Seperti diketahui, Sony telah mengakuisisi Crunchyroll pada 2020. Departemen Kehakiman AS memperpanjang peninjauan antirust-nya atas pembelian yang dilakukan Sony senilai Rp 16,9 triliun menjadi penyelidikan penuh.

Departemen kehakiman itu berfokus pada apakah kesepakatan tersebut membatasi pilihan studio Jepang yang mencari lisensi acara di AS. Demikian menurut sumber The Information.

"WarnerMedia dan Sony telah memberi tahu Departemen Kehakiman bahwa Crunchyroll dan kerajaan anime Sony yang sedang berkembang hanyalah dua dari banyak pilihan yang dimiliki pembuat anime untuk mendistribusikan pertunjukan mereka di luar Jepang," tulis The Information, seperti dikutip dari The Verge, Jumat (26/3/2021).

Mengontrol Funimation dan Crunchyroll berarti satu hal dalam konteks layanan streaming anime di AS. Tetapi khawatir semua dilakukan seperti Crunchyroll, meliputi penerbitan manga dan konvensi anime, dan perusahaan anime internasional yang sudah dibeli Sony di Australia dan Prancis.

Dengan begitu, perusahaan dapat memiliki kendali yang sangat besar atas seluruh industri anime.

Funimation dan Crunchyroll Jadi Layanan Streaming Anime Terbesar

Mengacu informasi yang dimiliki The Verge pada 2019, Funimation dan Crunchyroll sudah menjadi dua layanan anime streaming terbesar di luar Jepang.

Sementara pemain besar seperti Amazon, Netflix, dan bahkan HBO Max yang lebih baru telah meningkatkan penawaran mereka dengan anime juga.

Jika Departemen Kehakiman AS tidak memblokir kesepakatan Sony dan berhasil menggabungkan Crunchyroll dan Funimation, Sony dapat dengan mudah menjadi penyedia streaming anime terbaik.

Layanan Streaming Funimation

Pengguna Nintendo Switch di Inggris sekarang dapat men-download aplikasi streaming baru di konsol mereka.

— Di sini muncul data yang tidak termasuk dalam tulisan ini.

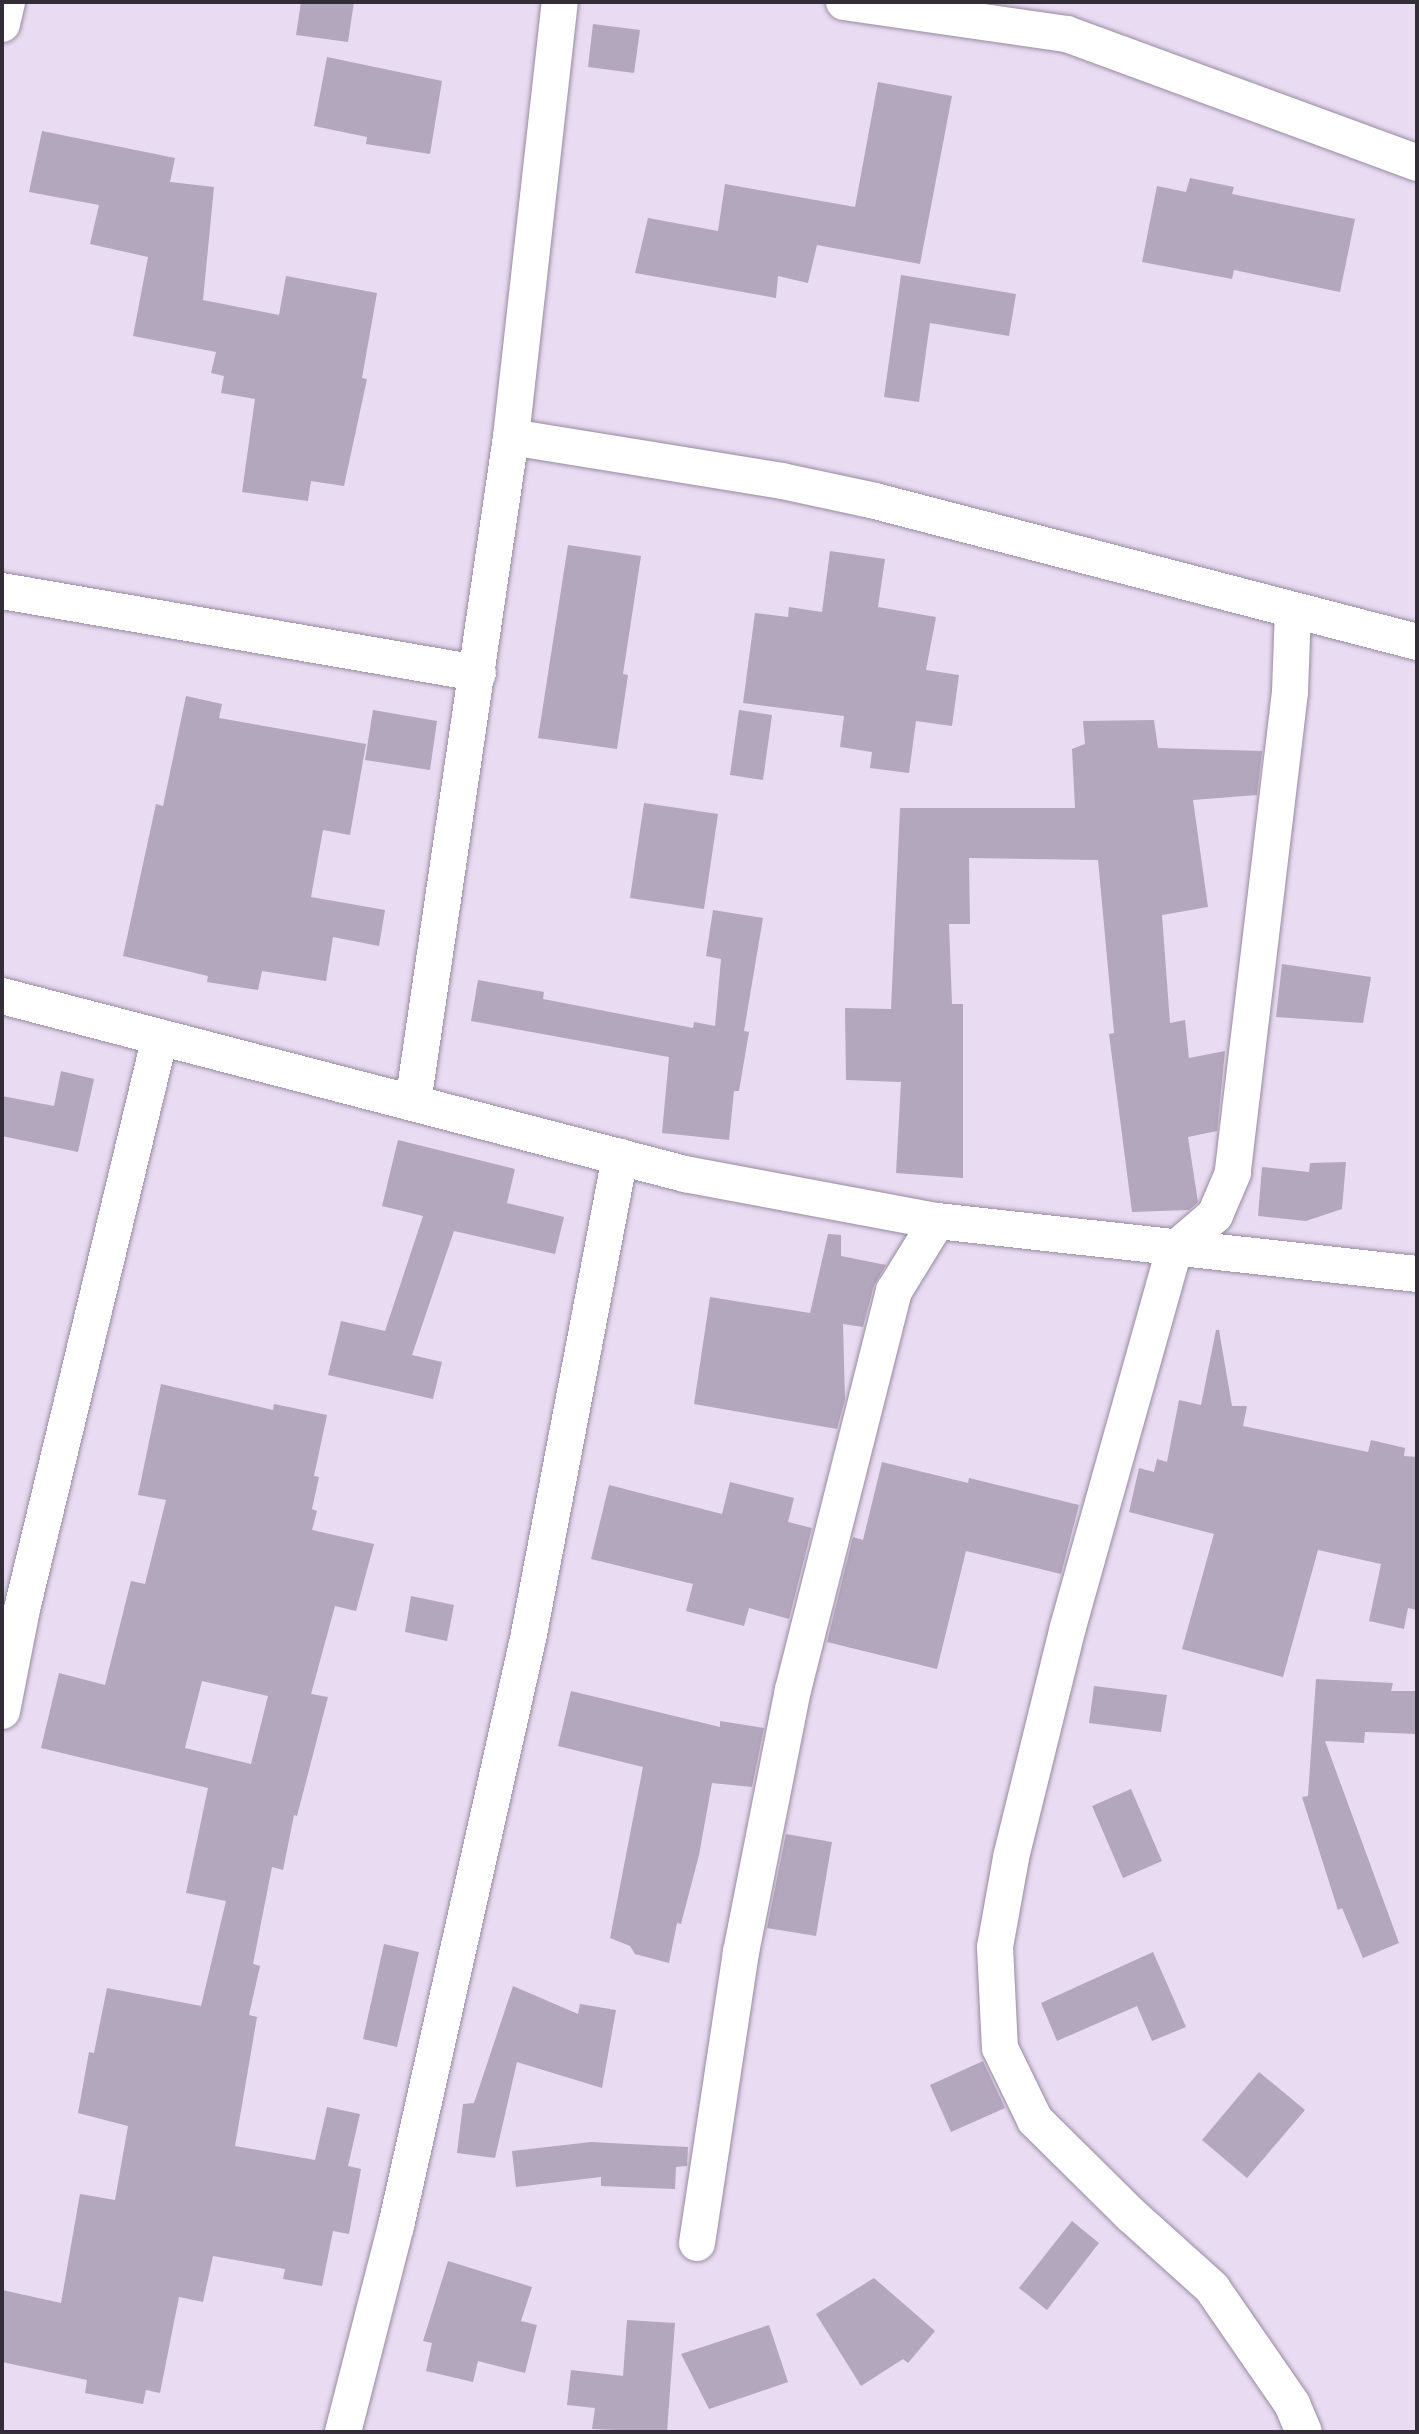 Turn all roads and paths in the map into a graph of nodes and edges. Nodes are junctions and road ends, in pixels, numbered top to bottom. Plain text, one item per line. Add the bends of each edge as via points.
1 (7, 2) edge
2 (560, 2) edge
3 (844, 2) edge
4 (2, 24) edge
5 (1417, 163) edge
6 (511, 437) junction
7 (2, 591) edge
8 (1293, 610) junction
9 (1417, 642) edge
10 (478, 673) junction
11 (2, 996) edge
12 (160, 1037) junction
13 (413, 1103) junction
14 (620, 1157) junction
15 (937, 1221) junction
16 (1174, 1250) junction
17 (1417, 1274) edge
18 (3, 1703) edge
19 (697, 2243) dead end
20 (343, 2432) edge
21 (1304, 2432) edge

1 - 4 street
2 - 6 street
3 - 5 street via 1067,34
6 - 8 street via 875,501
6 - 10 street
7 - 10 street
8 - 9 street
8 - 16 street via 1288,719 1233,1173 1215,1215
10 - 13 street
11 - 12 street
12 - 13 street
12 - 18 street
13 - 14 street
14 - 15 street
14 - 20 street via 528,1639 396,2226
15 - 16 street
15 - 19 street via 894,1291 793,1690 741,1952
16 - 17 street
16 - 21 street via 1068,1627 1011,1858 995,1947 1000,2048 1035,2120 1212,2288 1292,2404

Dikutip dari Tech Radar, Funimation telah dapat digunakan oleh pengguna di Inggris, meski yang diharapkan sebagian besar orang adalah layanan Netflix dan sejenisnya.

Aplikasi ini memiliki antarmuka baru yang dirancang untuk kemudahan penggunaan dalam mode dock dan portabel Nintendo Switch.

Pengguna Inggris dapat memilih uji coba gratis selama 14 hari, tetapi dapat berlangganan Funimation Premium Plus seharga Rp 98 ribu sebulan yang mencakup streaming bebas iklan.

Selain itu juga dapat akses ke subtitle dan dubbing anime, lima streaming simultan, dan dukungan mengunduh episode untuk ditonton secara offline di perangkat iOS dan Android.